US Equities advanced this past week, with S&P and Nasdaq ending the week near 4,515 and 14,031, notching gains of +2.5% and +3.2% as investors digested the latest inflation and job market data ahead of the long holiday weekend – in observance of the Labor Day.

Core PCE from July was up +4.2% year over year, in line with markets’ expectations whereas NFP data for August beat estimates: the US economy adding 187,000 jobs VS 170,000 expected, supporting expectations that the Fed will pause interest rates at its September meeting, despite average hourly earnings increasing more than anticipated – +0.2% for the month and +4.3% from a year ago VS 0.3% and 4.4% expected. Lastly, the unemployment rate came in at an impressive 3.8% for August – the highest level since February 2022, from 3.5% in July, the U.S. Bureau of Labor Statistics reported last Friday.

S&P and Nasdaq ended the month of August down -1.8% and -2.2%. The performances for the month of September are currently of -0.3% and -0.1% and the YTD performances +17.1% and +33.9% – from +15.5% and +30.8% respectively as of last week.

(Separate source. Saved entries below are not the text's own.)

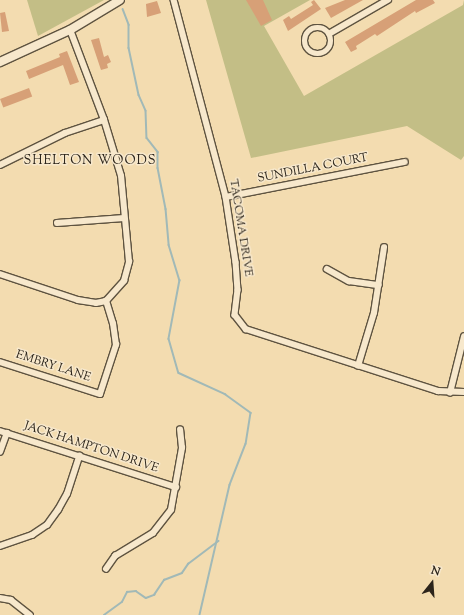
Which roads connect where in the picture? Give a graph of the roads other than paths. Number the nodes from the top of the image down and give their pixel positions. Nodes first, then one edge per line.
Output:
1 (174, 0) edge
2 (388, 0) edge
3 (118, 2) edge
4 (70, 30) junction
5 (329, 34) junction
6 (0, 62) edge
7 (104, 120) junction
8 (405, 162) dead end
9 (0, 165) edge
10 (226, 197) junction
11 (124, 218) junction
12 (57, 223) dead end
13 (384, 248) dead end
14 (327, 269) dead end
15 (0, 274) edge
16 (379, 285) junction
17 (106, 301) junction
18 (464, 337) edge
19 (0, 362) edge
20 (358, 366) junction
21 (464, 392) edge
22 (450, 393) junction
23 (180, 430) dead end
24 (0, 431) edge
25 (7, 433) junction
26 (0, 452) edge
27 (79, 456) junction
28 (176, 487) junction
29 (0, 546) edge
30 (106, 569) dead end
31 (0, 598) edge
32 (30, 615) edge

1 - 10 street, TACOMA DRIVE
2 - 5 street
3 - 4 street
4 - 6 street
4 - 7 street
5 - 5 street
7 - 9 street
7 - 11 street
8 - 10 street, SUNDILLA COURT
10 - 20 street, TACOMA DRIVE
11 - 12 street
11 - 17 street
13 - 16 street
14 - 16 street
15 - 17 street
16 - 20 street
17 - 19 street, EMBRY LANE
18 - 22 street
20 - 22 street, TACOMA DRIVE
21 - 22 street, TACOMA DRIVE
23 - 28 street
24 - 25 street, JACK HAMPTON DRIVE
25 - 26 street
25 - 27 street, JACK HAMPTON DRIVE
27 - 28 street, JACK HAMPTON DRIVE
27 - 29 street
28 - 30 street
31 - 32 street

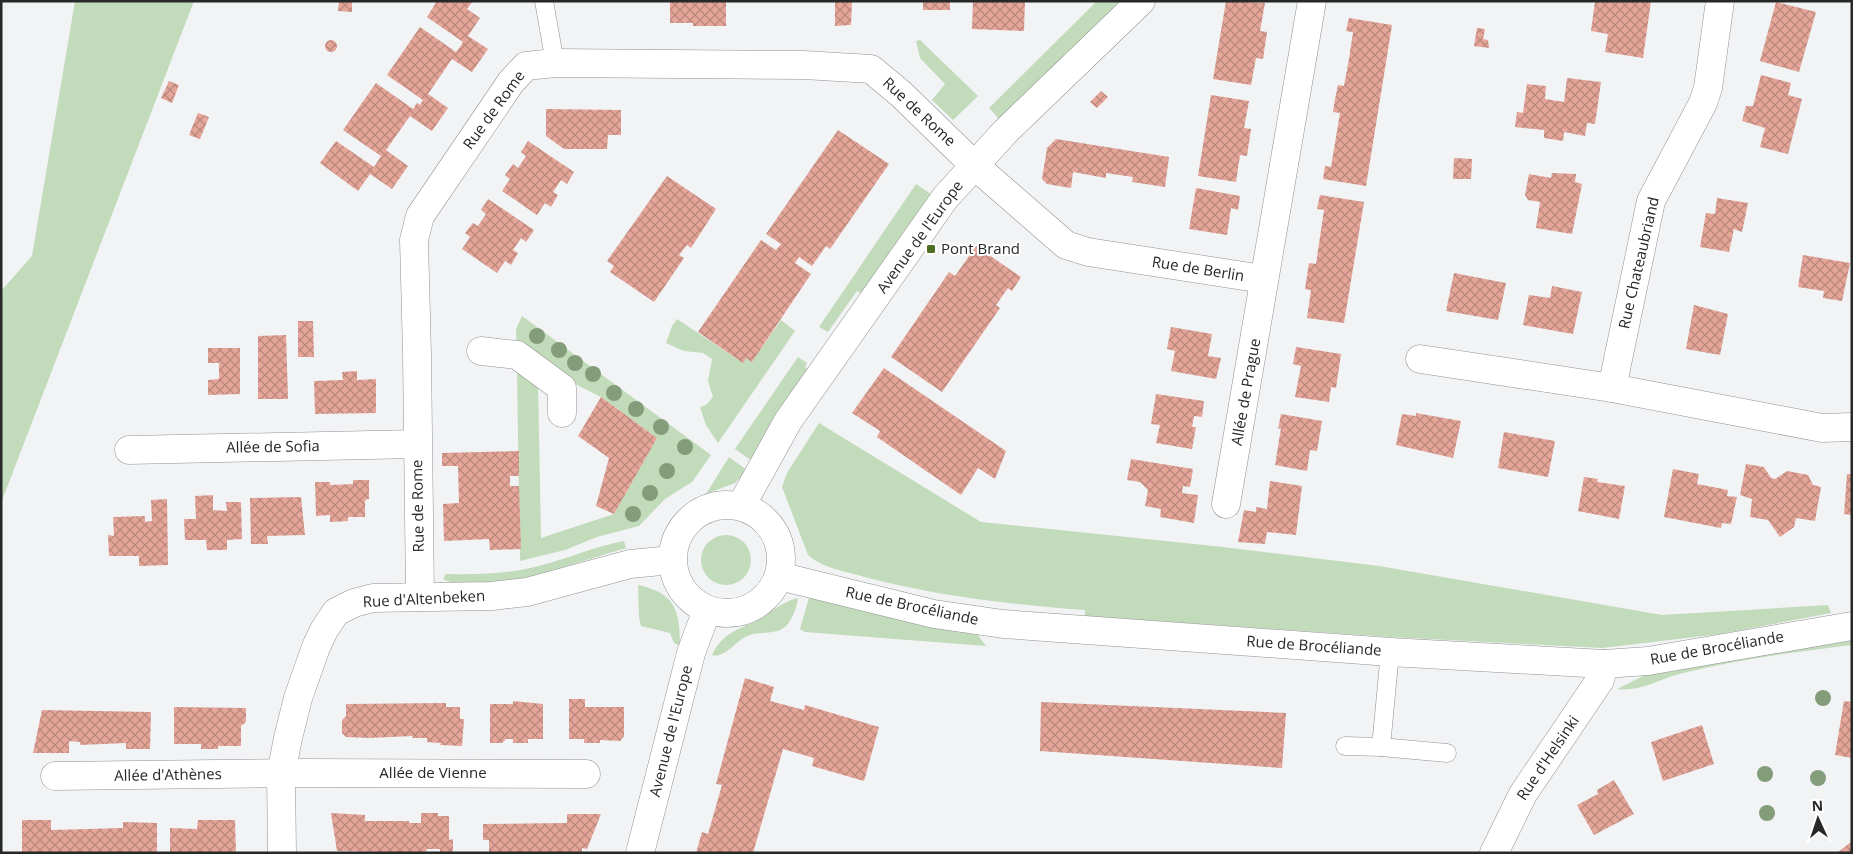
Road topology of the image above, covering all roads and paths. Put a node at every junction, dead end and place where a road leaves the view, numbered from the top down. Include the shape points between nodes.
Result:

As mentioned in our previous reports this month, the comparison between the rallying US Equities and the contracting Monetary supply M2 could have put in perspective the timing of a possible correction in stock markets considering the divergence currently occurring in 2023 as we can see in the graphs below. The divergence observed over the past weeks seems to have reduced with Stocks correcting this month of August.

DXY

DXY managed to eke out gains despite a volatile week for the index, dropping to a low of 102.94 and testing its 200-day MA on Wednesday before paring its losses and regaining the 104 in the latter part of the week. The index closed the week up near 104.26.

DXY is currently near 104.12, back above its 200-day MA – near 103.05 – acting as support and below, the 102 and 100.7 levels, before the 100-mark that could act as a psychological level before the 200-week ie 1000-Day MA further below currently near 98.4. In the upside, the 104.7-mark acts as the nearest resistance and could be tested in the coming days. The index edged slightly higher this past week but had a volatile week and is expected to remain volatile as other central banks could adjust their policies later in the year.

US TREASURIES

Treasury yields dropped following the mixed job market data. The 10Y and 2Y yields were trading near 4.18% and 4.88% on Friday – from 4.24% and 5.08% the week before. Markets are now pricing in a 94% chance of no rate hike during the next FOMC meeting in September, according to CME’s FedWatchTool, from 78.5% the past week.

The 10Y yield and the policy-sensitive 2Y are currently exchanging near 4.19% and 4.88% from 4.21% and 5.05% last Monday, reducing the inversion of the yield curve to 69bps, from 84 bps last week. An inverted 2-year -10-year curve is seen by the market as a sign of a possible incoming recession. The reduction came as the recent job market and economic data gave investors hope the Fed could pause its rate hike cycle to sustain the economy.